The response was incredible. I got all sorts of clothes: pajamas, winter coats, jeans, dresses, shorts, workout clothes, everything. I had so many bags of clothes, I couldn’t fit them all in my car and had to borrow a friend’s van to transport everything.


After that, I held four more swaps, collecting even more clothes. Jannine saw what I was doing on social media and reached out. She said, “Hey, I like what you’re doing. I’ve done this before. Do you want to team up?” I had an event coming up in Inglewood and invited her to join me. She was all in.

I brought my clothes, a wagon, and some hangers. Jannine showed up with a canopy, a table, and more hangers. We hung clothes from the canopy. It didn’t look great, but people loved it.

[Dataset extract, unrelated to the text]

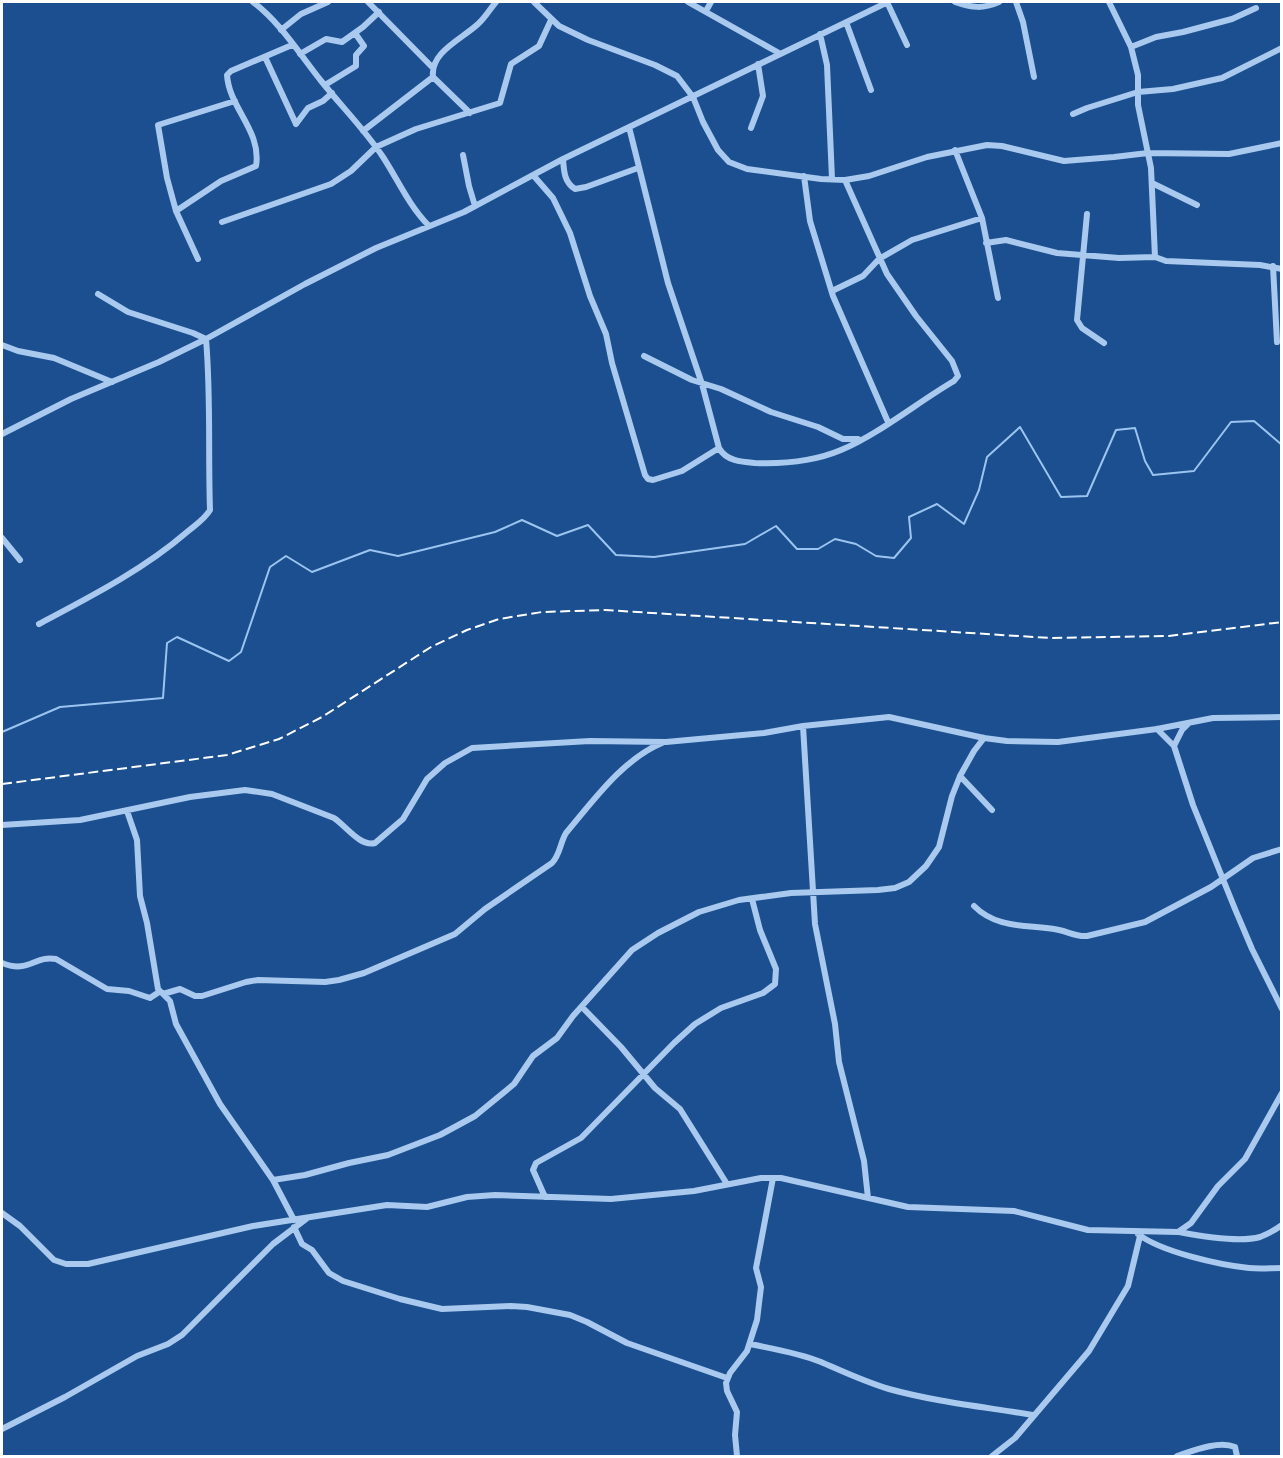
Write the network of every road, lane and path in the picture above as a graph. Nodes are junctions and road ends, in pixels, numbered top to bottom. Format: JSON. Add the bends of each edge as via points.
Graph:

The Radical Concept: Free Clothes with No Strings Attached


Jannine: People were shocked that everything was free. In our society, if there’s no profit, people usually aren’t interested. Giving away something for free without expecting anything back is pretty radical.

We don’t ask for anything. We don’t even ask people to post about us. When we started an Instagram, we were brainstorming names, and Nicole suggested “radical.” It fit perfectly because what we’re doing is so radical—who gives away clothes for free with no strings attached?

That’s how Radical Clothes Swap was born. There’s no catch: you save money and help the environment by shopping for free.


Building a Community

Nicole: At first, people were skeptical, but now we have a following. Since March, we’ve held about five swaps each month. Our main swap is at Angel City Brewery every second Saturday of the month. We’re also at the Rivian Pasadena Hub every last Sunday.

We usually get over 100 people at our events, and about 50 of them donate clothes to swap. Each person donates around 6-10 pounds of clothes, so we get up to 500 pounds of clothes per event. We often end up with extra donations, which we save for future swaps.

Many people don’t realize that thrift stores get so many donations that they sometimes just throw clothes away. Plus, the quality of clothes at thrift stores is declining because a lot of it is fast fashion priced like new clothes.

Making Connections

Jannine: What sets us apart from thrift stores is the connections people make. It’s amazing to see strangers come to our events and leave as friends. It’s not just about free clothes; it’s about building a community.

When we were kids, wearing second-hand clothes wasn’t cool. Now, it’s trendy. More people are thrifting, so prices are going up. This is our way of taking back something we’ve always done.

Nicole: Our ultimate goal is to open a physical space where we can hold workshops on mending and fabric dyeing. We want to expand beyond Los Angeles and California.

I feel like our communities are always trendsetters, and this concept of swapping is coming full circle. There’s no money involved. It’s all about community and giving back.